↓↓↓

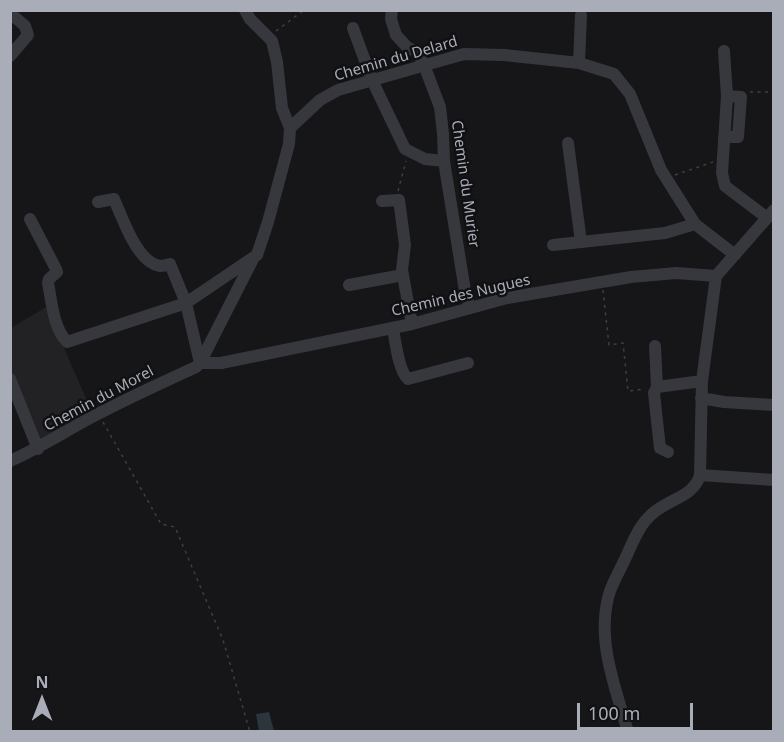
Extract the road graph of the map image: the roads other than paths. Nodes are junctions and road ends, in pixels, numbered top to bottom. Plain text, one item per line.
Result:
1 (245, 10) edge
2 (392, 10) edge
3 (10, 13) edge
4 (581, 15) dead end
5 (353, 28) dead end
6 (724, 51) dead end
7 (10, 56) edge
8 (579, 63) junction
9 (424, 65) junction
10 (372, 80) junction
11 (290, 128) junction
12 (568, 143) dead end
13 (444, 161) junction
14 (382, 201) dead end
15 (98, 202) dead end
16 (769, 215) edge
17 (30, 219) dead end
18 (695, 224) junction
19 (581, 242) junction
20 (553, 245) dead end
21 (735, 255) junction
22 (253, 260) junction
23 (403, 275) junction
24 (716, 276) junction
25 (349, 285) dead end
26 (186, 303) junction
27 (470, 308) junction
28 (412, 324) junction
29 (393, 328) junction
30 (655, 346) dead end
31 (200, 363) junction
32 (468, 363) dead end
33 (10, 379) edge
34 (702, 381) junction
35 (657, 387) junction
36 (701, 398) junction
37 (774, 405) edge
38 (38, 449) junction
39 (668, 452) dead end
40 (10, 461) edge
41 (700, 475) junction
42 (774, 480) edge
43 (627, 732) edge

1 - 11 street
2 - 9 street
3 - 7 street
4 - 8 street
5 - 10 street
6 - 16 street
8 - 9 street, Chemin du Delard
8 - 18 street, Chemin du Delard
9 - 10 street, Chemin du Delard
9 - 13 street, Chemin du Murier
10 - 11 street, Chemin du Delard
10 - 13 street
11 - 22 street
12 - 19 street
13 - 27 street, Chemin du Murier
14 - 23 street
15 - 26 street
16 - 21 street
17 - 26 street
18 - 19 street
18 - 21 street, Chemin du Delard
19 - 20 street
21 - 24 street
22 - 26 street
22 - 31 street
23 - 25 street
23 - 28 street
24 - 27 street, Chemin des Nugues
24 - 34 street
26 - 31 street
27 - 28 street, Chemin des Nugues
28 - 29 street, Chemin des Nugues
29 - 31 street, Chemin des Nugues
29 - 32 street
30 - 35 street
31 - 38 street, Chemin du Morel
33 - 38 street
34 - 35 street
34 - 36 street
35 - 39 street
36 - 37 street
36 - 41 street
38 - 40 street, Chemin du Morel
41 - 42 street
41 - 43 street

↑↑↑

## Work task
Your copy should match the entries above exactly and contain no pictures.

## Your solution
Extract the road graph of the map image: the roads other than paths. Nodes are junctions and road ends, in pixels, numbered top to bottom. Plain text, one item per line.
Result:
1 (245, 10) edge
2 (392, 10) edge
3 (10, 13) edge
4 (581, 15) dead end
5 (353, 28) dead end
6 (724, 51) dead end
7 (10, 56) edge
8 (579, 63) junction
9 (424, 65) junction
10 (372, 80) junction
11 (290, 128) junction
12 (568, 143) dead end
13 (444, 161) junction
14 (382, 201) dead end
15 (98, 202) dead end
16 (769, 215) edge
17 (30, 219) dead end
18 (695, 224) junction
19 (581, 242) junction
20 (553, 245) dead end
21 (735, 255) junction
22 (253, 260) junction
23 (403, 275) junction
24 (716, 276) junction
25 (349, 285) dead end
26 (186, 303) junction
27 (470, 308) junction
28 (412, 324) junction
29 (393, 328) junction
30 (655, 346) dead end
31 (200, 363) junction
32 (468, 363) dead end
33 (10, 379) edge
34 (702, 381) junction
35 (657, 387) junction
36 (701, 398) junction
37 (774, 405) edge
38 (38, 449) junction
39 (668, 452) dead end
40 (10, 461) edge
41 (700, 475) junction
42 (774, 480) edge
43 (627, 732) edge

1 - 11 street
2 - 9 street
3 - 7 street
4 - 8 street
5 - 10 street
6 - 16 street
8 - 9 street, Chemin du Delard
8 - 18 street, Chemin du Delard
9 - 10 street, Chemin du Delard
9 - 13 street, Chemin du Murier
10 - 11 street, Chemin du Delard
10 - 13 street
11 - 22 street
12 - 19 street
13 - 27 street, Chemin du Murier
14 - 23 street
15 - 26 street
16 - 21 street
17 - 26 street
18 - 19 street
18 - 21 street, Chemin du Delard
19 - 20 street
21 - 24 street
22 - 26 street
22 - 31 street
23 - 25 street
23 - 28 street
24 - 27 street, Chemin des Nugues
24 - 34 street
26 - 31 street
27 - 28 street, Chemin des Nugues
28 - 29 street, Chemin des Nugues
29 - 31 street, Chemin des Nugues
29 - 32 street
30 - 35 street
31 - 38 street, Chemin du Morel
33 - 38 street
34 - 35 street
34 - 36 street
35 - 39 street
36 - 37 street
36 - 41 street
38 - 40 street, Chemin du Morel
41 - 42 street
41 - 43 street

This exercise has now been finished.